> Exercise brief: Whenever a line in the data below includes the string "node", copy it out.

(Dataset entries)
Content starts

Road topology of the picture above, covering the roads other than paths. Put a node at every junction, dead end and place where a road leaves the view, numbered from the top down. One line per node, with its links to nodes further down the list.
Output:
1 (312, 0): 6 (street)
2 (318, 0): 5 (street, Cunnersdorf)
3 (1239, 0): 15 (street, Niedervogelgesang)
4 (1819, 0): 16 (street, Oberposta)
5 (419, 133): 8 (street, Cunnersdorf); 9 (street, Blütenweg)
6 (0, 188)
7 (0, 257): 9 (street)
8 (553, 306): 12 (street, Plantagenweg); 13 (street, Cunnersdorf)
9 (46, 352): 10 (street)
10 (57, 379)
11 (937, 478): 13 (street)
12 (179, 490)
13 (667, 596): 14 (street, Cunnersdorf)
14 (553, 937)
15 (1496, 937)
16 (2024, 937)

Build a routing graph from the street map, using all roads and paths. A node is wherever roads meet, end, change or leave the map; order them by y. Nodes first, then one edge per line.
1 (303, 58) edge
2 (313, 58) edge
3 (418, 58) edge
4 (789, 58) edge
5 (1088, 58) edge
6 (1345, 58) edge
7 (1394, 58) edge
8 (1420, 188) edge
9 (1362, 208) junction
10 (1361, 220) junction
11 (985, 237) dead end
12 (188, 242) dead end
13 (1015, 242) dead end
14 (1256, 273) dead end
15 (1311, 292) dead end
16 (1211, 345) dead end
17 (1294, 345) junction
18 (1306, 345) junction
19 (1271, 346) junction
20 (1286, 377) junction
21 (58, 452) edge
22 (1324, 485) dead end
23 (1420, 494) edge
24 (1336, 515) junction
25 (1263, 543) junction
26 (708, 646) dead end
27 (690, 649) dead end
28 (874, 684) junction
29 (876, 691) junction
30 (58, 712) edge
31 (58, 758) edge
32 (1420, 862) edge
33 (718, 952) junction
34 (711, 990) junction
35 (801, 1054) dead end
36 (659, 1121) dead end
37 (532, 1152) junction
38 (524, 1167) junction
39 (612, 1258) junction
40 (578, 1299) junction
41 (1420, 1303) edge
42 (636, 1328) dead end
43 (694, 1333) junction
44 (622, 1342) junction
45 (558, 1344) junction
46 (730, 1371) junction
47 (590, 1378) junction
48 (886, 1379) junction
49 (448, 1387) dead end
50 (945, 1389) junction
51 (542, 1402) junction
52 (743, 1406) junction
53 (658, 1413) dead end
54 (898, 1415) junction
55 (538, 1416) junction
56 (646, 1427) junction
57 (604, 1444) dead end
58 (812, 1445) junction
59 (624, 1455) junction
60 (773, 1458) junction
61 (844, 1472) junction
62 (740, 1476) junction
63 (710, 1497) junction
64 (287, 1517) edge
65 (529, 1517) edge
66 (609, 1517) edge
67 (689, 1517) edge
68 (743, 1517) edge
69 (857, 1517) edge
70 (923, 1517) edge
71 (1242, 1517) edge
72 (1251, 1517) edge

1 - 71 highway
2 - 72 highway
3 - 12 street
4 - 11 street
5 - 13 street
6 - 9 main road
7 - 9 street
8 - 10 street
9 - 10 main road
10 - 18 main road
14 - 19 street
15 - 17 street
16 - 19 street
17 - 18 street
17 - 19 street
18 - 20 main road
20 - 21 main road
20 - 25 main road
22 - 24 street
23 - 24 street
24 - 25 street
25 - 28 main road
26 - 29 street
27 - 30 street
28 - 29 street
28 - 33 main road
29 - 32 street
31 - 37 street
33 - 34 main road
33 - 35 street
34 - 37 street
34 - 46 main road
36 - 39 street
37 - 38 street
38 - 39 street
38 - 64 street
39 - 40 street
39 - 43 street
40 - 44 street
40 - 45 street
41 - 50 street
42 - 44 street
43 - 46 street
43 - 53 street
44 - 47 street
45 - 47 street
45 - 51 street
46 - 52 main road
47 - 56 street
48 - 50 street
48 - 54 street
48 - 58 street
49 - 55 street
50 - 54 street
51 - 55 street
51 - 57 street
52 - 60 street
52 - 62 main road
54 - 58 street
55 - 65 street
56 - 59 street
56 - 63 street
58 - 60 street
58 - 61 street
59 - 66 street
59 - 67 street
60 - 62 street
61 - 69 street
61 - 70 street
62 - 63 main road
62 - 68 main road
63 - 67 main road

Content ends

> Result for this task:
Road topology of the picture above, covering the roads other than paths. Put a node at every junction, dead end and place where a road leaves the view, numbered from the top down. One line per node, with its links to nodes further down the list.
Build a routing graph from the street map, using all roads and paths. A node is wherever roads meet, end, change or leave the map; order them by y. Nodes first, then one edge per line.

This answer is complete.